▶ **WORK TO BE COMPLETED**:
Scan the entries below and extract each line with the word "WEST" in it.

-*-

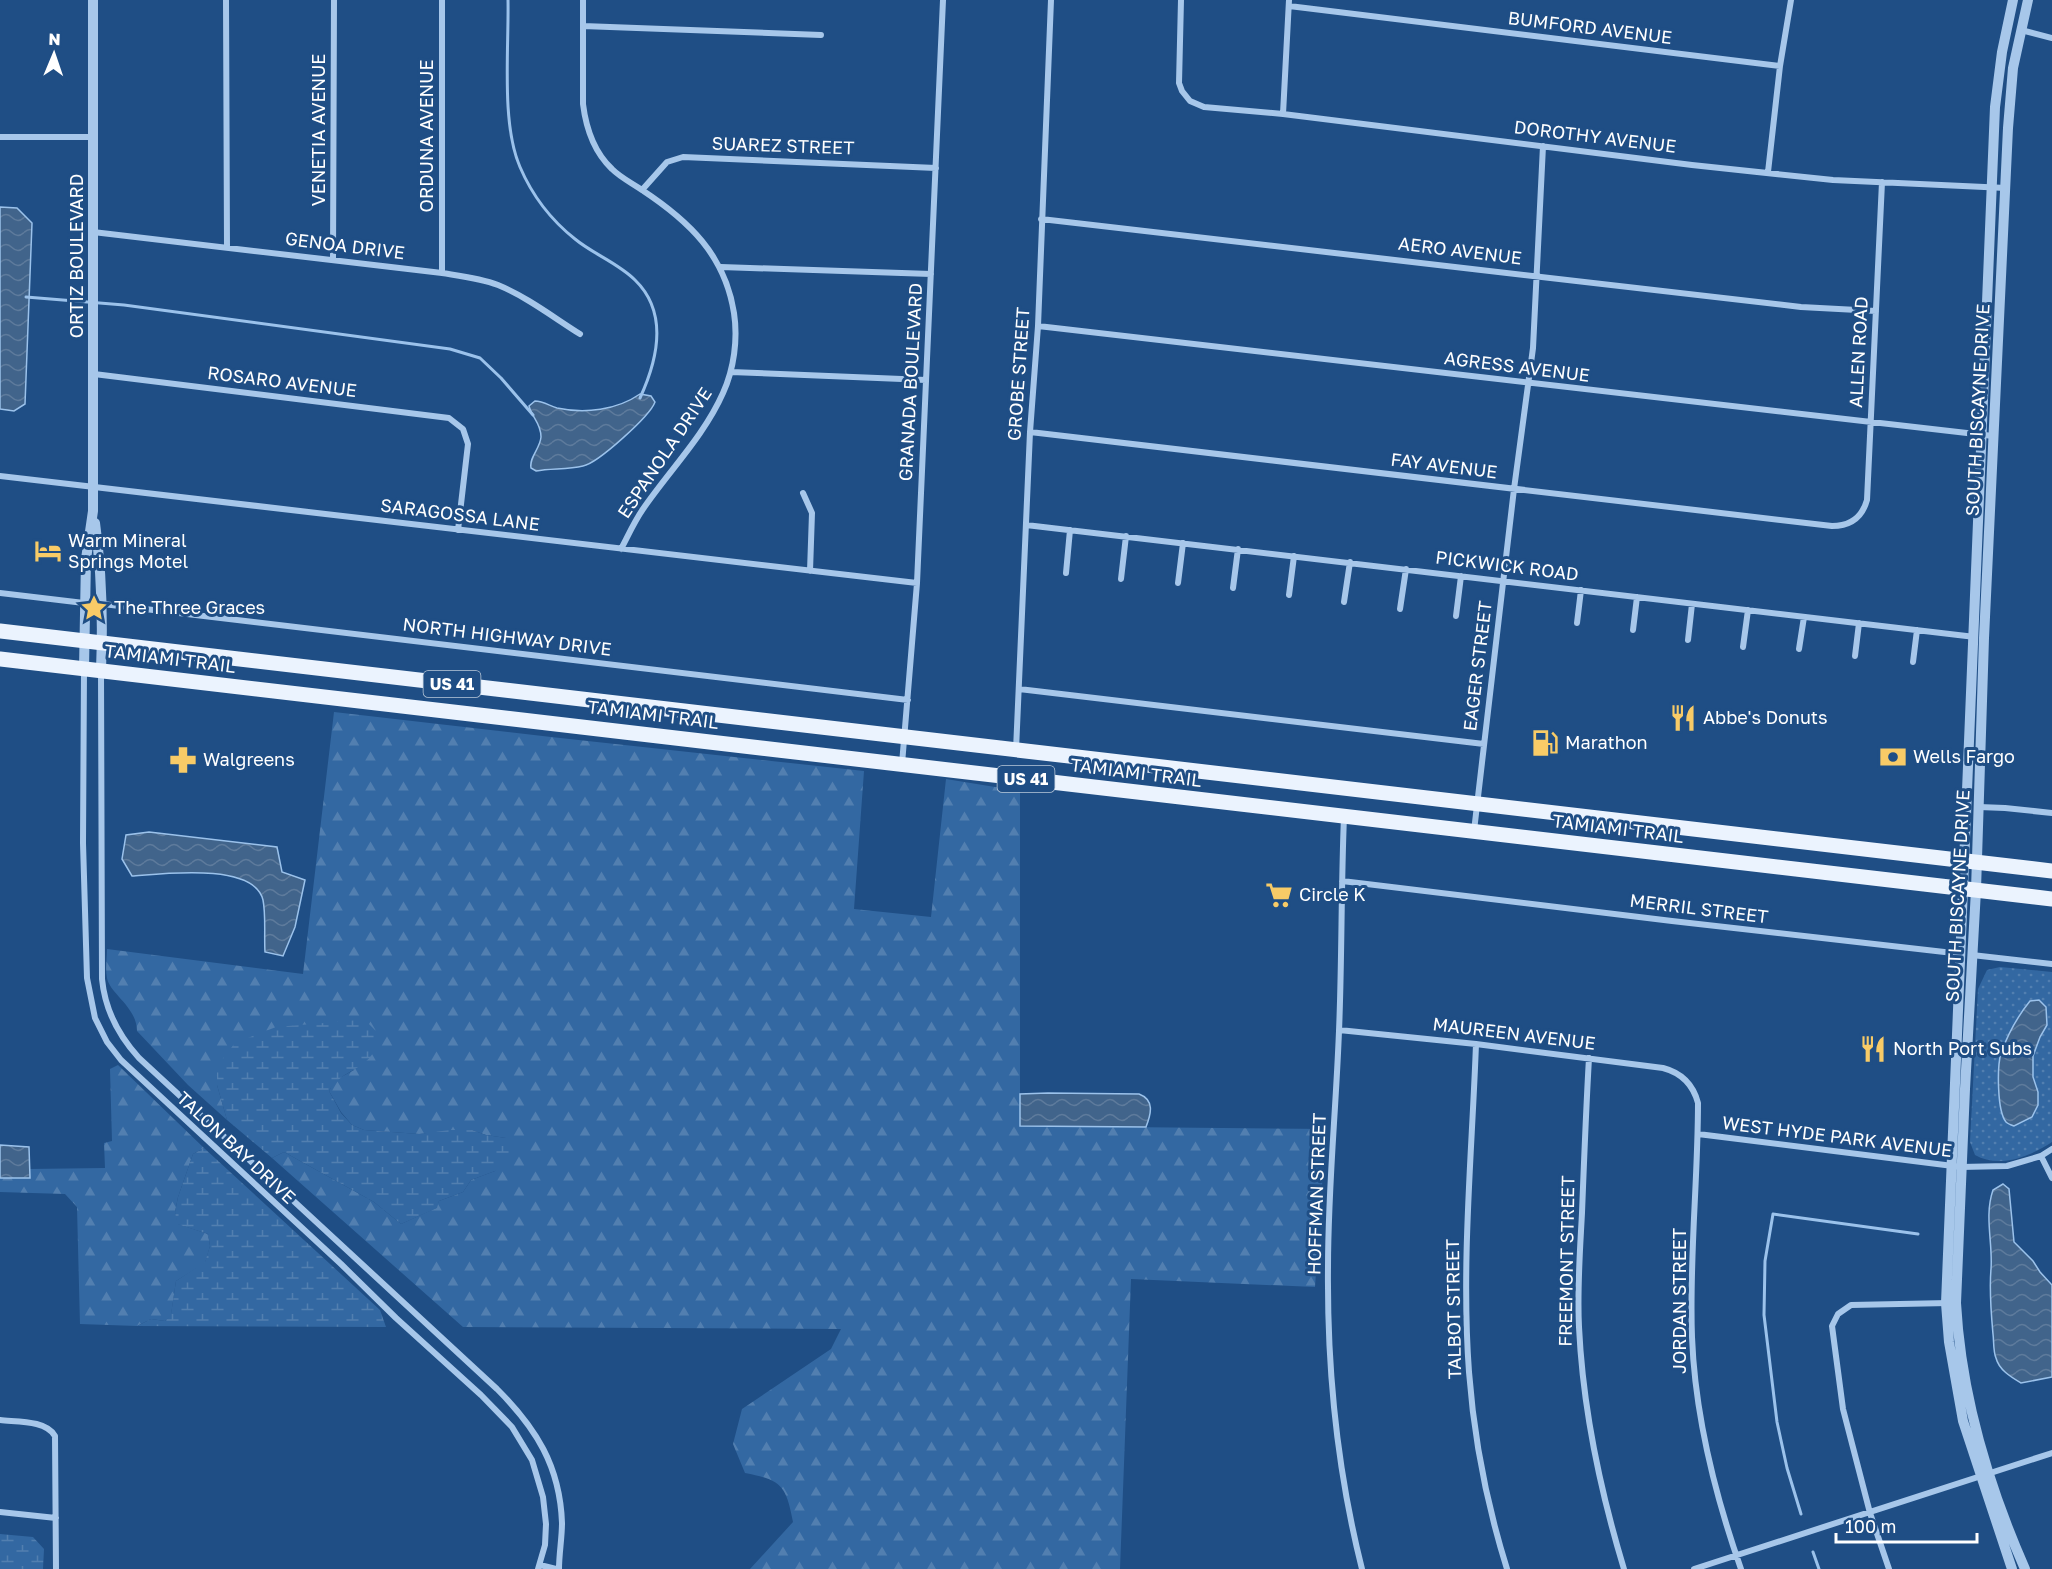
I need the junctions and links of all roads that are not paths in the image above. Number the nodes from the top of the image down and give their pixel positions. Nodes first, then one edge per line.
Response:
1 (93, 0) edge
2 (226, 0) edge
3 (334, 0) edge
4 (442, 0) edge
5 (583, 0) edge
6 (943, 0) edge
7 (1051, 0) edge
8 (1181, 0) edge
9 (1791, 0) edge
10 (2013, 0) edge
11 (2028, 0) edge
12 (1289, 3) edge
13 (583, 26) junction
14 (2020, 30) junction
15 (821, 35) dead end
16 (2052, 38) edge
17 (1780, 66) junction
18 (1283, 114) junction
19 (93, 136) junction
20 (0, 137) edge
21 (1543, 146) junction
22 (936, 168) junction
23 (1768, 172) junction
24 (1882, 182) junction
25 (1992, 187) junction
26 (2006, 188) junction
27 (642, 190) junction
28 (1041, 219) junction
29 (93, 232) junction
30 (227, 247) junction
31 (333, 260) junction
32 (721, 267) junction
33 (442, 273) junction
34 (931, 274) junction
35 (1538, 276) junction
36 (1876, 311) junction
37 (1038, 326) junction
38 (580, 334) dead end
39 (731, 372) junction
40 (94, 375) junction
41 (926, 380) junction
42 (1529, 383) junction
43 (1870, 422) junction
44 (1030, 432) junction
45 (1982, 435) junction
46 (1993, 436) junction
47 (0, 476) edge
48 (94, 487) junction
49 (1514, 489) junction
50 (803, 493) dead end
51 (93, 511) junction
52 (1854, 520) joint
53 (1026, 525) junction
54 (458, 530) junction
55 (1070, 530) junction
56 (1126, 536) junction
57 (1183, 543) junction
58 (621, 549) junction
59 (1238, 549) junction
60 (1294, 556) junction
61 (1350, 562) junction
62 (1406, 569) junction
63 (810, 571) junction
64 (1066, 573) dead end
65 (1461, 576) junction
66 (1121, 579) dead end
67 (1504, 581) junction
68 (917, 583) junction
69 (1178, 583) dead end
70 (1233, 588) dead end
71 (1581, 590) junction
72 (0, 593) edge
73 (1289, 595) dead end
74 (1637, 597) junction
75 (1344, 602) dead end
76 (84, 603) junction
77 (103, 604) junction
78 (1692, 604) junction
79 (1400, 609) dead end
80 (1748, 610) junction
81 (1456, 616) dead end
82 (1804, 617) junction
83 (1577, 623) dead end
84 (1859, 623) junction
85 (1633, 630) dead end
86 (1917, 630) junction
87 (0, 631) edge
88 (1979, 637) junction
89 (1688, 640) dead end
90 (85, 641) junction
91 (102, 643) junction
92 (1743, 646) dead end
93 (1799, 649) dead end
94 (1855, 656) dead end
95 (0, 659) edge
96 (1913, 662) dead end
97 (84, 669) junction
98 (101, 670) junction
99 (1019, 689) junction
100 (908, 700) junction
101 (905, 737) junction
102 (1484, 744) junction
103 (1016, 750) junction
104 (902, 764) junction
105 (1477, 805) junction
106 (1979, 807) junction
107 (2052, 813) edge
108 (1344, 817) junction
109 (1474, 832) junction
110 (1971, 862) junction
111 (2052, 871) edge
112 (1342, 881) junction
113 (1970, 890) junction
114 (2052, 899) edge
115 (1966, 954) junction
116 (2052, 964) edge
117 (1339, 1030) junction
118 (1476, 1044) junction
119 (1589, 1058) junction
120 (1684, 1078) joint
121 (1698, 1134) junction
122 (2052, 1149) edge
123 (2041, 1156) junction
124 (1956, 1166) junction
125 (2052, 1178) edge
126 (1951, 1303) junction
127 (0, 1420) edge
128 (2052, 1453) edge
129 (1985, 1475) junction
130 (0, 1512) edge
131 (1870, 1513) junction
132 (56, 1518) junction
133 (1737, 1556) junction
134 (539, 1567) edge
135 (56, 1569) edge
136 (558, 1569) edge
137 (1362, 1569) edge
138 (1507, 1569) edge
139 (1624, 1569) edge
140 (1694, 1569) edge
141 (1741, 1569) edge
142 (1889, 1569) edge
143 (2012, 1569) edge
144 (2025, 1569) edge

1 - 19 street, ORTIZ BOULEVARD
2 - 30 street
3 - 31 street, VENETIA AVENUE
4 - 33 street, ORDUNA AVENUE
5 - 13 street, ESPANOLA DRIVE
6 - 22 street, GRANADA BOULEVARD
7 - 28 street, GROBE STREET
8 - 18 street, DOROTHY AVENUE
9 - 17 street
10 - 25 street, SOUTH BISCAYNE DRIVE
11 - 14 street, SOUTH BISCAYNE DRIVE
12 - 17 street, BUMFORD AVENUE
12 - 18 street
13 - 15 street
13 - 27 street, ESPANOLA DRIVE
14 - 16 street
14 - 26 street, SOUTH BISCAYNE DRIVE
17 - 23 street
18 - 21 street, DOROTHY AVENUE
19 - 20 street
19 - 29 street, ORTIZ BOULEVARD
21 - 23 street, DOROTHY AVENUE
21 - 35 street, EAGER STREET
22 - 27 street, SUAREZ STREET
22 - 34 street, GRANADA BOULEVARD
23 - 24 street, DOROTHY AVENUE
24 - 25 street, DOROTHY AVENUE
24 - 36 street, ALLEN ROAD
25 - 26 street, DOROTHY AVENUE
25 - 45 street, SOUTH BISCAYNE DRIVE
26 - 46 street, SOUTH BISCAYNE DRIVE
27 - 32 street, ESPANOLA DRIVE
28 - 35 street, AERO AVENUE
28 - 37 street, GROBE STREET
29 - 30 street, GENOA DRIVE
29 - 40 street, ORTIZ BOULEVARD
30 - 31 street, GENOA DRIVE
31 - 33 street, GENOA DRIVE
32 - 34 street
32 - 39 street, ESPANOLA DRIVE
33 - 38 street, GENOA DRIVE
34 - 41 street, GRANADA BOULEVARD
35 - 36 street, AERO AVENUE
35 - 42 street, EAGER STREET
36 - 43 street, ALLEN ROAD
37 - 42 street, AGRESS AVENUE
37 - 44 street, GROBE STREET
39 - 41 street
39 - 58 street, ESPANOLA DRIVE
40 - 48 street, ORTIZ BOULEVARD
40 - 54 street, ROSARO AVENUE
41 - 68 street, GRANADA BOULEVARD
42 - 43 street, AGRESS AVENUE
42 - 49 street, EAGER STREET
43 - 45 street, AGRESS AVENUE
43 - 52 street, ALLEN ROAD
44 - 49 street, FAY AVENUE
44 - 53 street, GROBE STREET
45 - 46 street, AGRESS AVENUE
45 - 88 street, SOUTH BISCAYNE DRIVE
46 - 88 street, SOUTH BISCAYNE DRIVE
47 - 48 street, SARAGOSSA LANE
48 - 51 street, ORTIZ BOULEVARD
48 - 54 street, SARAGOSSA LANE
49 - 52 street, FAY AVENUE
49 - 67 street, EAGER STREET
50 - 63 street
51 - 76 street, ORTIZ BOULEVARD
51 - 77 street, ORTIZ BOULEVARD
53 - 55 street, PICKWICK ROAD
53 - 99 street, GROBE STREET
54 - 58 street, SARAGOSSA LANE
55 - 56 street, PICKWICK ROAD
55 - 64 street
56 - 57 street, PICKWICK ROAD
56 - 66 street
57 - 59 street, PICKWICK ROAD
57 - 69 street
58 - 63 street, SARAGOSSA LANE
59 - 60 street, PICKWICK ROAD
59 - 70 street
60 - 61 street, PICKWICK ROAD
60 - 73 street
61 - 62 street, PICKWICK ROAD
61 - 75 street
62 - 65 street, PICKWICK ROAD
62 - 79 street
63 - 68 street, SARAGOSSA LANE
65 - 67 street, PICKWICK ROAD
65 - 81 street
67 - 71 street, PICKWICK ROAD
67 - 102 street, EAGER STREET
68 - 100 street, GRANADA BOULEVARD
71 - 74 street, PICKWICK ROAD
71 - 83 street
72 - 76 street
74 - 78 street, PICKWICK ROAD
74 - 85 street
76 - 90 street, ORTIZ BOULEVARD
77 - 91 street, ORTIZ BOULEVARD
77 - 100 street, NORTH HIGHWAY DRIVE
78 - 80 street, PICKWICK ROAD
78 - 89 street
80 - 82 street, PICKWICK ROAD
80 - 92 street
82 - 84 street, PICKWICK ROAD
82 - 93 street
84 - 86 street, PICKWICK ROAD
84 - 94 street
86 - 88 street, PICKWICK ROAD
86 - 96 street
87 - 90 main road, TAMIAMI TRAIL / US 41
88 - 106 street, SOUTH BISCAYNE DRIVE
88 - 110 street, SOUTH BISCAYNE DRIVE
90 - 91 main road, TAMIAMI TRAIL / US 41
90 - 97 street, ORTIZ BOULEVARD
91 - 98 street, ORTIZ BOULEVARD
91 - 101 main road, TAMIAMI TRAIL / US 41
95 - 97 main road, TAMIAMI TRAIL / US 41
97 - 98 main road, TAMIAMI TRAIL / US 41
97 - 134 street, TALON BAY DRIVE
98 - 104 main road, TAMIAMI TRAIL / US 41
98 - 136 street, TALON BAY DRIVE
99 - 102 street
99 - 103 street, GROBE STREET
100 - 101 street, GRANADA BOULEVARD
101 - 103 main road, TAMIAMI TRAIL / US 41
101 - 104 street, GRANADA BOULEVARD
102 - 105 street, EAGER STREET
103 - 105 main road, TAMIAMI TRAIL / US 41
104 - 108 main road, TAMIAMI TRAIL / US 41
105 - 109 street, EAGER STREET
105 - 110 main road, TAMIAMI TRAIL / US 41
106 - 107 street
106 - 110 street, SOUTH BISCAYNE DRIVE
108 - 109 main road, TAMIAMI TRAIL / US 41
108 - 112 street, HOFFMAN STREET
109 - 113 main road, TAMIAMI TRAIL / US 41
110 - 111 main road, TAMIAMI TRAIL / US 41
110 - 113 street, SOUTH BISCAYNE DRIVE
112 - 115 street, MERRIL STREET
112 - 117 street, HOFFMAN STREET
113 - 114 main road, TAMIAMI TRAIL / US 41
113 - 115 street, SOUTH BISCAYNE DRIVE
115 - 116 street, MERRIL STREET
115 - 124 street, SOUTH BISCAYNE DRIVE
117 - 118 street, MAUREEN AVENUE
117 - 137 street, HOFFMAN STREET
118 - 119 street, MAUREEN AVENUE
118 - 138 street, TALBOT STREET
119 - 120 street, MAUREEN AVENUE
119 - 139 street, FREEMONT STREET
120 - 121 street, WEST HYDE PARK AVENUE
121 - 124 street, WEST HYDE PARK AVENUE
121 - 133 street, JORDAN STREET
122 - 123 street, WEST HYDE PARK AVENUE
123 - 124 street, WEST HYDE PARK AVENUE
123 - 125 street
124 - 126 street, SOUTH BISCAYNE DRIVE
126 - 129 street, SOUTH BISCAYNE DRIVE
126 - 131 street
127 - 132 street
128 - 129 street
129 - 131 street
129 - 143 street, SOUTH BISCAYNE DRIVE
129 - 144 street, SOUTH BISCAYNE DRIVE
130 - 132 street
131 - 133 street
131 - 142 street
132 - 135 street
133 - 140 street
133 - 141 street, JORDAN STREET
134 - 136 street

-*-

▶ **WRITTEN RESPONSE**:
120 - 121 street, WEST HYDE PARK AVENUE
121 - 124 street, WEST HYDE PARK AVENUE
122 - 123 street, WEST HYDE PARK AVENUE
123 - 124 street, WEST HYDE PARK AVENUE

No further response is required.